The lower monthly payment gives people flexibility, and those payments can be made higher when the borrower feels more comfortable. The real cost is the interest. Over 40 years, total interest on the loan would be $414,033. On a 25-year amortization, the total interest would drop to $237,253.

There's also the upfront cost of mortgage insurance, which increases as the amortization length increases. Consumers pay a premium of 3.1% in mortgage insurance on the value of their mortgage with zero per cent down. Another .20% are added to the loan for every five years they add to their amortization period beyond 25 years.

In the end, insurance could add more than $10,000 to your mortgage. Banks just add that to the mortgage, effectively making the loan about 103% of the value of the home. If you choose a shorter amortization period, you can save a lot of money and live mortgage-free sooner.

Q. How do I maintain my investment?
A. Make Your Mortgage Payments on Time

Whether monthly, biweekly or weekly, be sure that you always make your mortgage payments on time. Making late payments (delinquency) may result in late charges and affecting your credit rating negatively. Failing to make payments can even lead to serious consequences, like foreclosure.

A good way to prevent late payments is to have the amount automatically deducted from your account every month and to put at least three months' worth of mortgage payments in savings for emergency situations. If you are having trouble making payments, discuss the situation with your lender.

Prepare for Costs of Operating a Home

Repairs. You need money for when things break down - and they will. There's no landlord to call when problems arise. If your hot water heater fails, you need emergency funds set aside to repair or replace it. Replacing a hot water heater can cost $500. A new roof could be more than $2,000. A new furnace could cost $3,000 or more. A new heat pump or central air conditioning unit could cost more than $1,200. Save now to be ready for these expenses in the years to come.

New types of bills. You may be paying for utilities such as heat and electricity for the first time. If you don't budget enough money to pay these bills when they are due, your service could be cut off.

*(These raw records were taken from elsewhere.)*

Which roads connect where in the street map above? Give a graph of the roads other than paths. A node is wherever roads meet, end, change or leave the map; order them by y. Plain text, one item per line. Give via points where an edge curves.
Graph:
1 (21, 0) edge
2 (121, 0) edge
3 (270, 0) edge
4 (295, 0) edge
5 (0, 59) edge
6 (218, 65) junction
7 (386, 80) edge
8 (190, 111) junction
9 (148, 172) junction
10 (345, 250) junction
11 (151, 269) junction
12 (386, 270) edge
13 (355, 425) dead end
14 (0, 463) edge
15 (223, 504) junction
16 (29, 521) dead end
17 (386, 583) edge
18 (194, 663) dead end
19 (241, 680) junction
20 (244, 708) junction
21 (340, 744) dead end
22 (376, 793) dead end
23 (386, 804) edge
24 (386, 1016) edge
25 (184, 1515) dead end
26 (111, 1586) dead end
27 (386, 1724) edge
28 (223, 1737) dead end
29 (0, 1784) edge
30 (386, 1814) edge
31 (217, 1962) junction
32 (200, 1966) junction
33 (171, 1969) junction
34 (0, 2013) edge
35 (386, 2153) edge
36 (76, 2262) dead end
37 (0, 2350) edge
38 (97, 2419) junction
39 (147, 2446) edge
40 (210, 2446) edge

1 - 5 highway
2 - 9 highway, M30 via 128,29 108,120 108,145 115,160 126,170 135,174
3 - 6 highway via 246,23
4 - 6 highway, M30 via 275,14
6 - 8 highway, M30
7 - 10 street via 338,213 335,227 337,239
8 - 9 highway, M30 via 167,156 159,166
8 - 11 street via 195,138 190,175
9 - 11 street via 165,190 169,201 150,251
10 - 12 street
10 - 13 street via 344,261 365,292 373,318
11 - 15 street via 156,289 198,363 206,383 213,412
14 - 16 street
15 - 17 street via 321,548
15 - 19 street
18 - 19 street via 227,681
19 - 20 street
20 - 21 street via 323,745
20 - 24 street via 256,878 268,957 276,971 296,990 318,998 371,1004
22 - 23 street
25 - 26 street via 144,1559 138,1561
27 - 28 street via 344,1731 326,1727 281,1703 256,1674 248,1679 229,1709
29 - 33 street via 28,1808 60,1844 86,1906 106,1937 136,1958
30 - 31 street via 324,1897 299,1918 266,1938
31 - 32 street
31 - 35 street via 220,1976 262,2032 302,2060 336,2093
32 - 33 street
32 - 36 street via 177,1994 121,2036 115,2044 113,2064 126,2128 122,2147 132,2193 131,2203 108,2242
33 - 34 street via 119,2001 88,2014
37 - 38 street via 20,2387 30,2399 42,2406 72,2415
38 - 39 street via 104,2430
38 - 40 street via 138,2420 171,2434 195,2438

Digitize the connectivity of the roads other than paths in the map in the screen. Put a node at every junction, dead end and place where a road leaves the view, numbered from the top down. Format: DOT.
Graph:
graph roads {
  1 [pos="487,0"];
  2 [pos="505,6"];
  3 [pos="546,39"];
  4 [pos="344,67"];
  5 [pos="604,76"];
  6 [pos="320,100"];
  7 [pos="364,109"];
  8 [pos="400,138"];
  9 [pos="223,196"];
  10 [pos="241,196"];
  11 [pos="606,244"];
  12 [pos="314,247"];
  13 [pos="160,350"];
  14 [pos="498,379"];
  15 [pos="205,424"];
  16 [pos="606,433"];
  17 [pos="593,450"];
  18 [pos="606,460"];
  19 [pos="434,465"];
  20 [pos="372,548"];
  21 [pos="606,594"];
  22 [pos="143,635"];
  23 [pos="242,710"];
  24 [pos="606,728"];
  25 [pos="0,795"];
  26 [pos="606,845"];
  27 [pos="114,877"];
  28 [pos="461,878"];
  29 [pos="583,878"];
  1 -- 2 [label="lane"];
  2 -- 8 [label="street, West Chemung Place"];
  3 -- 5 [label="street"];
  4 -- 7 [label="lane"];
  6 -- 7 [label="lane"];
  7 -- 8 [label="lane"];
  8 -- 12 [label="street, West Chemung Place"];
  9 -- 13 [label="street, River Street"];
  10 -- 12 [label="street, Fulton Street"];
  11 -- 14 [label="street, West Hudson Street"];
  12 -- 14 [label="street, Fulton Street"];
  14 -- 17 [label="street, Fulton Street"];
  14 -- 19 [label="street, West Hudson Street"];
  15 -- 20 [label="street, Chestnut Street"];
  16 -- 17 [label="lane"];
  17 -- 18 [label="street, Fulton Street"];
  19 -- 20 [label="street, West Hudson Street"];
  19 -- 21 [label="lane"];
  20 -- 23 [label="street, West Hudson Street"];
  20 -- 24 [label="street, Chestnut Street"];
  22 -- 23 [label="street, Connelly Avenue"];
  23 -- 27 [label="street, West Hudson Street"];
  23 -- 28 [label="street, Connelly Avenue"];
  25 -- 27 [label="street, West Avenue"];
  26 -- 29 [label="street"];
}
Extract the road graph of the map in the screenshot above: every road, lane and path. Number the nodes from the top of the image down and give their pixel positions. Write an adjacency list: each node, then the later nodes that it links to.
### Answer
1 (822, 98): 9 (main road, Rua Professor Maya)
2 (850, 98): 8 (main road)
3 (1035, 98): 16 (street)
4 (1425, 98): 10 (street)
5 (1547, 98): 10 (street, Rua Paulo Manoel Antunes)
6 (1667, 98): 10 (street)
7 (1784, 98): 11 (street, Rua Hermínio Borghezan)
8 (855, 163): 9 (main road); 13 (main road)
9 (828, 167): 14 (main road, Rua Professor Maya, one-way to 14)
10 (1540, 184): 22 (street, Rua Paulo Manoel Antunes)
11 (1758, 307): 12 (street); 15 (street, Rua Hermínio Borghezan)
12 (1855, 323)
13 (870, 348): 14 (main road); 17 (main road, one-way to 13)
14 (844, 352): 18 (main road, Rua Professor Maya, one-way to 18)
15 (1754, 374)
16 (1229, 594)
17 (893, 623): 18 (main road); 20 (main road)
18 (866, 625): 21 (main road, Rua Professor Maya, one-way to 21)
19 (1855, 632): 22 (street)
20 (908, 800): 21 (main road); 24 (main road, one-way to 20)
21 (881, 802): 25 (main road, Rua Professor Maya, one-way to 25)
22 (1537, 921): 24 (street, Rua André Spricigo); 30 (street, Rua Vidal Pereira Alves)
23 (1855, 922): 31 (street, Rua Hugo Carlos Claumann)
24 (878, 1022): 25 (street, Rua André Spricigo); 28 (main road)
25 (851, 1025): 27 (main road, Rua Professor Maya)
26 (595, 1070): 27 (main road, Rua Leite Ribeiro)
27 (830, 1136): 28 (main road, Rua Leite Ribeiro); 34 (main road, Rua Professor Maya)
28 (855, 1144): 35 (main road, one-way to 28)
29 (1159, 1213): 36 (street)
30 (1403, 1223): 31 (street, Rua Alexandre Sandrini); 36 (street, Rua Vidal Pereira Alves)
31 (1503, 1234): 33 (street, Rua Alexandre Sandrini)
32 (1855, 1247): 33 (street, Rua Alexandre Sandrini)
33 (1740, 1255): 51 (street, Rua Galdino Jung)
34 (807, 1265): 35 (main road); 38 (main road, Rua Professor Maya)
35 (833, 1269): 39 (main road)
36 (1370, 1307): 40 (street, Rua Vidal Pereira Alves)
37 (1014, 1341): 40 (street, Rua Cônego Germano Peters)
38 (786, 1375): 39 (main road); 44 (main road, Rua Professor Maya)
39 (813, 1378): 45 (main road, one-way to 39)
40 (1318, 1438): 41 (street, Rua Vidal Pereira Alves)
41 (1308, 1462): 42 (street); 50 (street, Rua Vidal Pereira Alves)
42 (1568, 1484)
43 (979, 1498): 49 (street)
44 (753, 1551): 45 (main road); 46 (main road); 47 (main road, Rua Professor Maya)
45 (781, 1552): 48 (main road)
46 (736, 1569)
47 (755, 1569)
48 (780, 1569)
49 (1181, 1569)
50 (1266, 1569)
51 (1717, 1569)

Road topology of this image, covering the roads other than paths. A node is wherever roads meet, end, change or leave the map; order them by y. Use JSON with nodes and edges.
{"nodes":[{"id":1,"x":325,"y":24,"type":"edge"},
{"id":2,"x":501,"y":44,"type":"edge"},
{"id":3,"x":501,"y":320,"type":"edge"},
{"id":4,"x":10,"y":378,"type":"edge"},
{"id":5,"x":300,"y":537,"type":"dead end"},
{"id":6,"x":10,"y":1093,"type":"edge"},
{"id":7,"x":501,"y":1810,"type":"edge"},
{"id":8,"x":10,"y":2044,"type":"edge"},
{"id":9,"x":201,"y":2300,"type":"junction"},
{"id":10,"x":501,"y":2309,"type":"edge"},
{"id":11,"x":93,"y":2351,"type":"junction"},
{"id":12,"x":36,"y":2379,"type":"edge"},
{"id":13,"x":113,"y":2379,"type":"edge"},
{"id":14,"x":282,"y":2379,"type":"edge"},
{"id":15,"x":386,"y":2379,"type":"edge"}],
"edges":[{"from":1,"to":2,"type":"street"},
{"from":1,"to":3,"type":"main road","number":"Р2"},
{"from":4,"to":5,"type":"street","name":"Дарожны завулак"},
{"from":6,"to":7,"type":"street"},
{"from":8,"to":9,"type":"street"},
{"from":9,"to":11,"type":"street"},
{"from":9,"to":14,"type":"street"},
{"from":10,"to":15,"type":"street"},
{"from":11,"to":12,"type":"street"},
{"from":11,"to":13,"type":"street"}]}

Avoid buying on impulse. Don't run out and buy stylish new bedroom furniture on a whim. Budgeting helps you avoid the temptation to make major purchases on credit. If you know exactly how much you have to work with each month, you'll be less likely to load yourself up with heavy debt payments that are tough to keep up with. If you must buy something on credit, shop around for the best loan terms. It's usually better to save for major purchases like bedroom suites and entertainment systems instead of charging them. You'll pay less, or you may decide that you'd rather use the savings for something else.

Watch your mail. As a new homeowner, you may receive several offers for new credit cards. This may seem like a great opportunity to buy new things for the house or other items, but be careful. Keep in mind the financial responsibility of purchasing a home, and review your new homeowner's budget. With credit cards, it's easy to build up a large debt quickly. Most credit cards charge interest for any outstanding balance at the end of the billing period, and that can be expensive, too. If you need a credit card for emergencies, choose a card that requires full payment at the end of each billing cycle. This eliminates the cost of interest payments, prevents you from buying something you can't really afford, and ensures good credit standing without a credit balance.

Besides your mortgage, property taxes and insurance, there are many other ongoing costs in operating your home: aside from regular maintenance and repair, you may want security alarm services, snow removal services or gardening services. If you have a condominium or strata, some of these expenses may be included as part of your monthly maintenance fee.

Saving for Emergencies

Even if you know how to do repairs yourself, there are costs involved. Every building has a life cycle, which means that all parts of a building age and require major repairs or replacement at some point. For example, you might know that your roof will have to be replaced in a few years simply because of its age. Repairs like these are expected and can be planned for. However, many repairs are unexpected and can sometimes be costly.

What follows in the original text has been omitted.